By Sam Adams | Criticwire March 25, 2014 at 2:58PM
For weeks, many critics have been told they won't be able see Darren Aronofsky's "Noah," starring Russell Crowe as the ark-building Biblical patriarch, before it opens this Friday. But in Washington, D.C., that seems to be shifting, thanks to a post from the Washington City Paper about critics being shut out of screenings.
This morning, I asked more than a hundred critics around the country if "Noah" was screening in their markets: Journalists in Atlanta, Austin, Chicago, Houston, Nashville, Portland, San Francisco and Seattle were told it was not. (The yesses came from Boston, Los Angeles, Miami, New York, Phoenix, San Diego and Salt Lake City.) But what seems more likely is a situation parallel to the one in D.C., where initially only the Washington Post's Ann Hornaday and a critic from NPR were allowed to see the film.
Within a few hours after this post was published, critics reported being invited to Wednesday morning screenings in Chicago, San Francisco and Sacramento. As far as I can determine, all reviews are being voluntarily held until opening day.
At least, that was the case until approximately a half-hour after Fischer's post went up, when an invite to tomorrow's "Noah" screening went out to the usual group of D.C. critics. If you enjoy watching studio publicists in damage-control mode, you'll love the end of Fischer's article:
Allied's Gloria Jones says that D.C. critics should have been invited to the screening, and added that she didn't know why critics who inquired about seeing the movie did not hear back, nor why tomorrow's press showing was left out of the weekly Allied email. "It just must have been an oversight, and that’s it," she says, adding that press critics should have received an email about the screening. “We’re just trying to figure out why they didn’t receive the email.”
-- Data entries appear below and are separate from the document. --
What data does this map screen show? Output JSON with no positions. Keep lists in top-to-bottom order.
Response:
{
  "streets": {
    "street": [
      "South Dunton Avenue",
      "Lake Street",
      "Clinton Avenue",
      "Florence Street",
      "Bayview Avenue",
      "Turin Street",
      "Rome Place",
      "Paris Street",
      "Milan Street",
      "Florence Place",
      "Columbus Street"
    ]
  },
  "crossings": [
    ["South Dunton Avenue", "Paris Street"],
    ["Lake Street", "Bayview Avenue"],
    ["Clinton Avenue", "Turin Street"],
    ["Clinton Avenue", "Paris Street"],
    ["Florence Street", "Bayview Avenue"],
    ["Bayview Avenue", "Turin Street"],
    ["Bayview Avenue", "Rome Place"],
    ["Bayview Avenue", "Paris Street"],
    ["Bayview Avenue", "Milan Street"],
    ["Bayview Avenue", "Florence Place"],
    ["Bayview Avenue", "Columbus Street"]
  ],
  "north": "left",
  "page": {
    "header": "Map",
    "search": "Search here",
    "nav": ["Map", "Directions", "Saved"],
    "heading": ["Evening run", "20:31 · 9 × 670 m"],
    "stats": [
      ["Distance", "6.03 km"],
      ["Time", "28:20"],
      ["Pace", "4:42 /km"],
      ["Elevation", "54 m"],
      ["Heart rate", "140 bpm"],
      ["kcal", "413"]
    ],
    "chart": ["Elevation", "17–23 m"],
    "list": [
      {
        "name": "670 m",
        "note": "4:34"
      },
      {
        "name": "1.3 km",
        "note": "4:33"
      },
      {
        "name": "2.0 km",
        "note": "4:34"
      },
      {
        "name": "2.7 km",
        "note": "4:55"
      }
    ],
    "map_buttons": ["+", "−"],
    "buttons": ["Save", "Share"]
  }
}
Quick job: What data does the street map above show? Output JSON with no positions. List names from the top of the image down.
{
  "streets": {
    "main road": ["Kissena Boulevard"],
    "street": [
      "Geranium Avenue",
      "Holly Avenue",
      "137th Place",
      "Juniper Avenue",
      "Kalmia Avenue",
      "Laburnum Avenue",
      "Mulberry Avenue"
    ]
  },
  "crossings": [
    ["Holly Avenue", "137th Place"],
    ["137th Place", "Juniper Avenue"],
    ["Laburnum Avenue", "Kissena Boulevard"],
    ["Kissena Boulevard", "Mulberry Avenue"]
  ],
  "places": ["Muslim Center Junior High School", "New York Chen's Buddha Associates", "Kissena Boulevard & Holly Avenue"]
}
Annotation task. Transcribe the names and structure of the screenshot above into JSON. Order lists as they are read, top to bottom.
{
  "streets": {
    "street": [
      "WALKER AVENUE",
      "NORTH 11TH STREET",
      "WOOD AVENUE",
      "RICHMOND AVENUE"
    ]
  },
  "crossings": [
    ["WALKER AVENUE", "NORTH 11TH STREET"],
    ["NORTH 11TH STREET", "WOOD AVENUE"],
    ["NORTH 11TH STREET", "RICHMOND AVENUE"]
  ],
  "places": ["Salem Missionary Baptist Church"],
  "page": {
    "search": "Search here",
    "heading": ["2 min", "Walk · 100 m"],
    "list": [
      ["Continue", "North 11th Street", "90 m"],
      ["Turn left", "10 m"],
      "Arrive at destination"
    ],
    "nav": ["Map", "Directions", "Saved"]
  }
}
Paramount is not know for screening generously; last year, they held Martin Scorsese's "The Wolf of Wall Street" back until near its Christmas opening, even though it meant missing deadlines for year-end polls and top-10 lists. But the idea that Paramount just forgot to invite critics to see a $130 million movie with major stars from a critically acclaimed director strains the extreme edge of credulity. The chances of the studio admitting a blog post embarrassed them into opening up the screening are next to nil, but now would probably be a good time for critics around the country to check with their local reps and see if they've been the victim of a similar "oversight."